[proofplan]
We prove the integration by parts formula for cadlag BV functions by a discrete telescoping identity on partitions followed by a passage to the limit. On any partition, we decompose each product increment $a(t_i)b(t_i) - a(t_{i-1})b(t_{i-1})$ into three terms: one involving $a(t_{i-1})$ times the increment of $b$, one involving $b(t_{i-1})$ times the increment of $a$, and a cross term. The first two sums converge to the Lebesgue-Stieltjes integrals $\int a(r^-)\, db(r)$ and $\int b(r^-)\, da(r)$ by the [Riemann Sum Approximation](/theorems/2072), since the left-continuous processes $a(\cdot^-)$ and $b(\cdot^-)$ are bounded. The cross term converges to the sum of simultaneous jumps $\sum_{s < r \leq t} \Delta a(r)\, \Delta b(r)$.
[/proofplan]
[step:Write the telescoping identity on a partition]
Fix $0 \leq s \leq t \leq T$ and let $\pi = \{s = r_0 < r_1 < \cdots < r_N = t\}$ be a partition of $[s,t]$. Then
\begin{align*}
a(t)b(t) - a(s)b(s) = \sum_{i=1}^{N} \bigl[a(r_i)b(r_i) - a(r_{i-1})b(r_{i-1})\bigr].
\end{align*}
For each summand, we apply the algebraic identity $\alpha\beta - \gamma\delta = \gamma(\beta - \delta) + \delta(\alpha - \gamma) + (\alpha - \gamma)(\beta - \delta)$ with $\alpha = a(r_i)$, $\beta = b(r_i)$, $\gamma = a(r_{i-1})$, $\delta = b(r_{i-1})$:
\begin{align*}
a(r_i)b(r_i) - a(r_{i-1})b(r_{i-1}) = a(r_{i-1})\bigl[b(r_i) - b(r_{i-1})\bigr] + b(r_{i-1})\bigl[a(r_i) - a(r_{i-1})\bigr] + \bigl[a(r_i) - a(r_{i-1})\bigr]\bigl[b(r_i) - b(r_{i-1})\bigr].
\end{align*}
Summing over $i = 1, \ldots, N$ gives
\begin{align*}
a(t)b(t) - a(s)b(s) = \underbrace{\sum_{i=1}^{N} a(r_{i-1})\bigl[b(r_i) - b(r_{i-1})\bigr]}_{S_1^{(\pi)}} + \underbrace{\sum_{i=1}^{N} b(r_{i-1})\bigl[a(r_i) - a(r_{i-1})\bigr]}_{S_2^{(\pi)}} + \underbrace{\sum_{i=1}^{N} \bigl[a(r_i) - a(r_{i-1})\bigr]\bigl[b(r_i) - b(r_{i-1})\bigr]}_{S_3^{(\pi)}}.
\end{align*}
This identity holds exactly for every partition $\pi$.
[guided]
The proof begins with the observation that the product $a(t)b(t)$ telescopes over any partition. The key algebraic trick is to decompose each product increment into three terms. Why three? Because $a(r_i)b(r_i) - a(r_{i-1})b(r_{i-1})$ describes how the product changes, and we want to separate the contribution of $a$ changing (with $b$ held at its old value), $b$ changing (with $a$ held at its old value), and the "interaction" where both change simultaneously.

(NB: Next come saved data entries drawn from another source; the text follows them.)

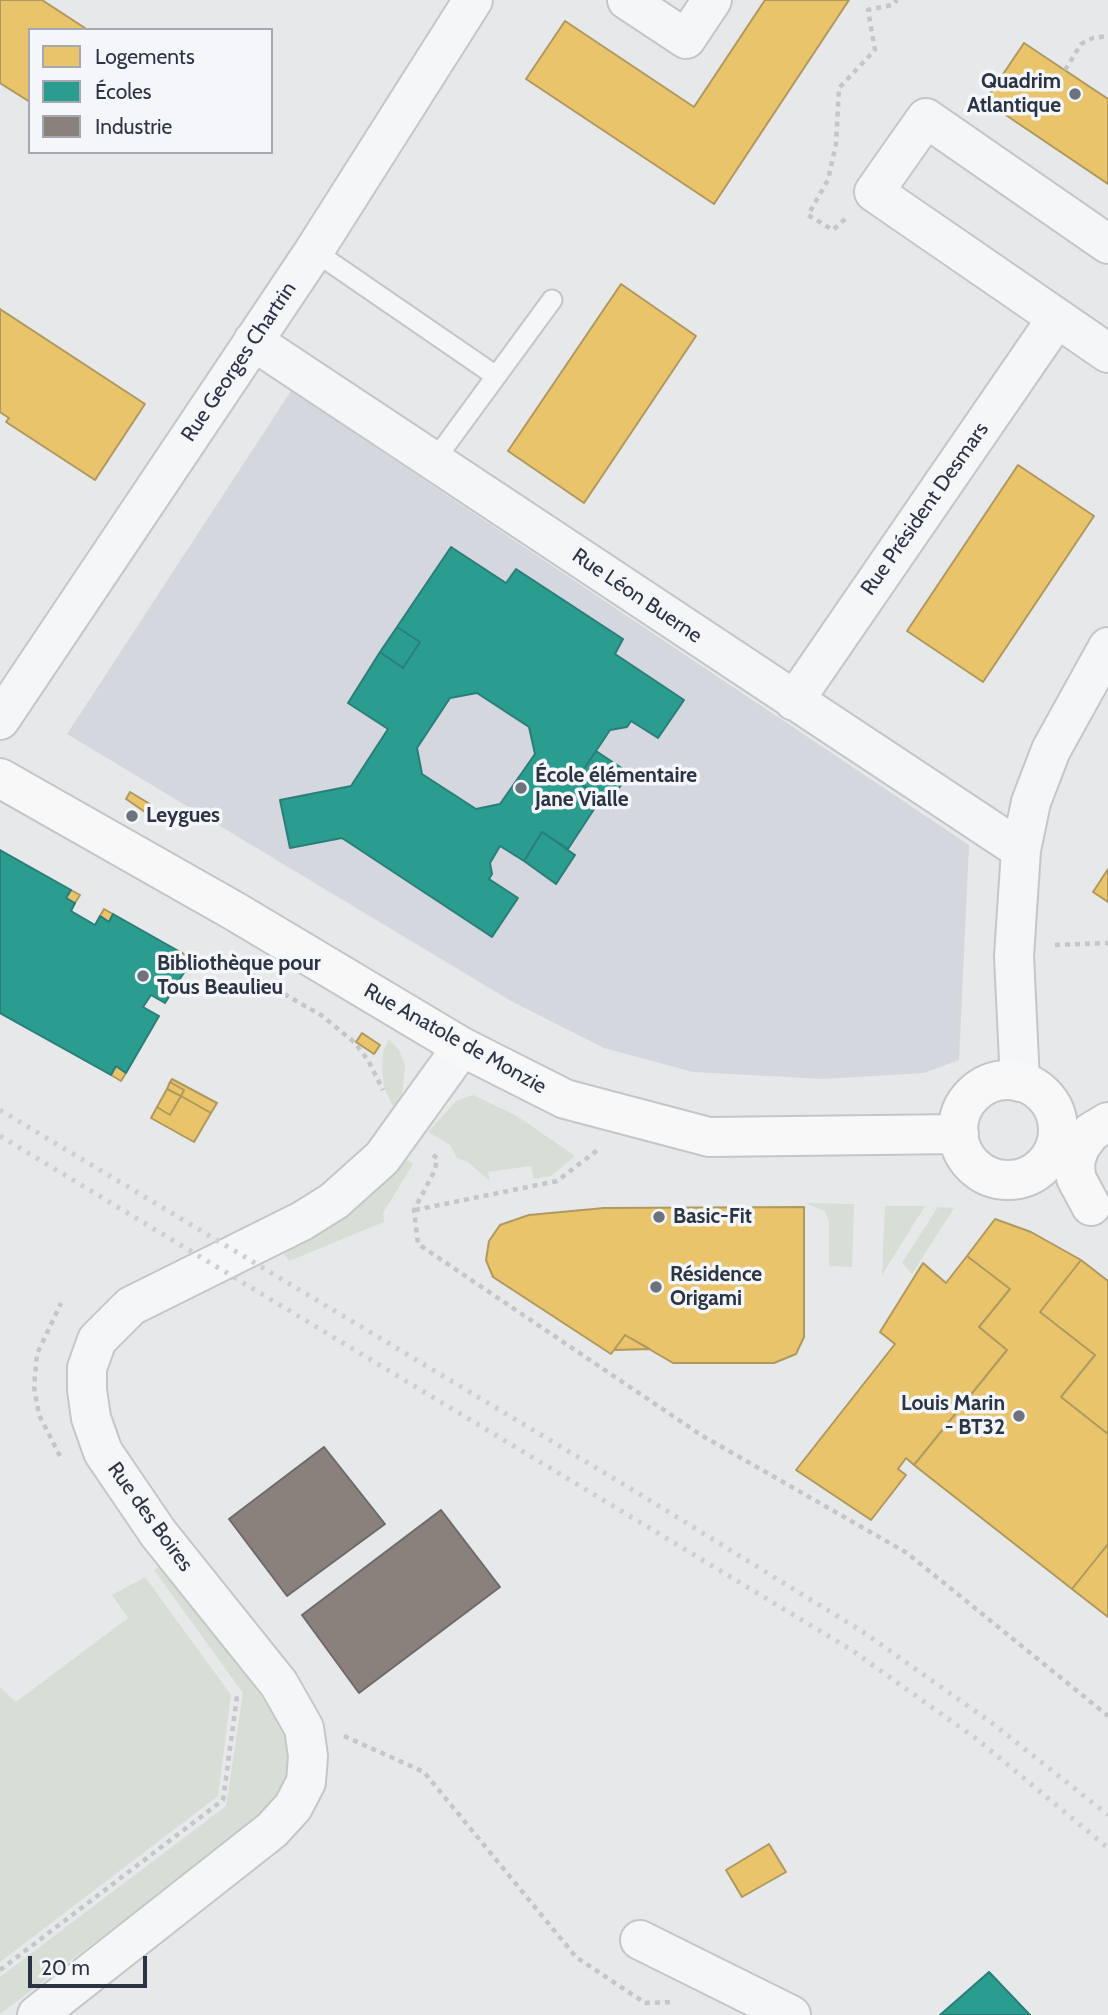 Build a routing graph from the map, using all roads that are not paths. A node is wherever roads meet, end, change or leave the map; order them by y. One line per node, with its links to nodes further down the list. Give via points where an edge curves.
1 (473, 0): 5 (street, Rue Georges Chartrin)
2 (626, 0): 3 (street, via 686,39)
3 (712, 0)
4 (1108, 244): 7 (street, via 926,118 874,192)
5 (314, 251): 8 (street, Rue Georges Chartrin); 10 (lane)
6 (552, 300): 10 (lane)
7 (1057, 318): 9 (street); 13 (street, Rue Président Desmars)
8 (253, 341): 11 (street, Rue Léon Buerne); 14 (street, Rue Georges Chartrin)
9 (1108, 353)
10 (496, 376): 11 (lane)
11 (434, 461): 13 (street, Rue Léon Buerne)
12 (1108, 648): 16 (street, via 1051,750 1031,802)
13 (794, 701): 16 (street, Rue Léon Buerne)
14 (0, 720)
15 (0, 778): 17 (street, Rue Anatole de Monzie)
16 (1021, 850): 18 (street, via 1014,956)
17 (463, 1047): 21 (street, Rue Anatole de Monzie, via 565,1100 709,1137); 25 (street, Rue des Boires, via 401,1133 359,1180 302,1222 131,1306 97,1340 87,1368 91,1418 103,1452 158,1533 279,1684 304,1728 306,1782 293,1807 272,1830)
18 (1020, 1082): 19 (street, via 1042,1093); 21 (street, via 990,1084 974,1094 964,1108)
19 (1053, 1108): 20 (street); 22 (street, via 1056,1144 1037,1171)
20 (1107, 1122): 23 (street, via 1091,1132 1075,1162 1076,1178)
21 (959, 1135): 22 (street, via 964,1154 975,1167 988,1176)
22 (1020, 1179): 23 (street)
23 (1100, 1211)
24 (640, 1940): 26 (street)
25 (37, 2015)
26 (791, 2015)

Formally, we use the identity $\alpha\beta - \gamma\delta = \gamma(\beta - \delta) + \delta(\alpha - \gamma) + (\alpha - \gamma)(\beta - \delta)$, which can be verified by expanding the right-hand side: $\gamma\beta - \gamma\delta + \delta\alpha - \delta\gamma + \alpha\beta - \alpha\delta - \gamma\beta + \gamma\delta = \alpha\beta - \delta\gamma$. Applying this with $\alpha = a(r_i)$, $\beta = b(r_i)$, $\gamma = a(r_{i-1})$, $\delta = b(r_{i-1})$ and summing yields the three sums $S_1^{(\pi)}$, $S_2^{(\pi)}$, $S_3^{(\pi)}$.
This identity is exact -- no approximation has been made yet. The work lies in identifying the limits of each sum as the partition mesh tends to zero.
[/guided]
[/step]
[step:Show $S_1^{(\pi)}$ and $S_2^{(\pi)}$ converge to the Lebesgue-Stieltjes integrals]
Consider a sequence of partitions $(\pi_m)$ of $[s,t]$ with mesh $|\pi_m| \to 0$. The sum $S_1^{(\pi_m)}$ is a left-endpoint Riemann sum for the function $r \mapsto a(r^-)$ against the signed measure induced by $b$:
\begin{align*}
S_1^{(\pi_m)} = \sum_{i=1}^{N_m} a(r_{i-1}^{(m)})\bigl[b(r_i^{(m)}) - b(r_{i-1}^{(m)})\bigr].
\end{align*}
The function $r \mapsto a(r^-)$ is left-continuous (since the left-limit of a cadlag function is itself left-continuous) and bounded on $[s,t]$ (since $a$ is cadlag on a compact interval, hence bounded). By the [Riemann Sum Approximation](/theorems/2072) applied with $h(r) = a(r^-)$ and the BV function $b$,
\begin{align*}
\lim_{m \to \infty} S_1^{(\pi_m)} = \int_s^t a(r^-)\, db(r).
\end{align*}
By symmetry, $S_2^{(\pi_m)}$ is a left-endpoint Riemann sum for the left-continuous bounded function $r \mapsto b(r^-)$ against the signed measure induced by $a$:
\begin{align*}
\lim_{m \to \infty} S_2^{(\pi_m)} = \int_s^t b(r^-)\, da(r).
\end{align*}
[guided]
The sums $S_1^{(\pi_m)}$ and $S_2^{(\pi_m)}$ are exactly the Riemann sums appearing in the [Riemann Sum Approximation](/theorems/2072). To apply that theorem, we need to verify its hypotheses for each sum.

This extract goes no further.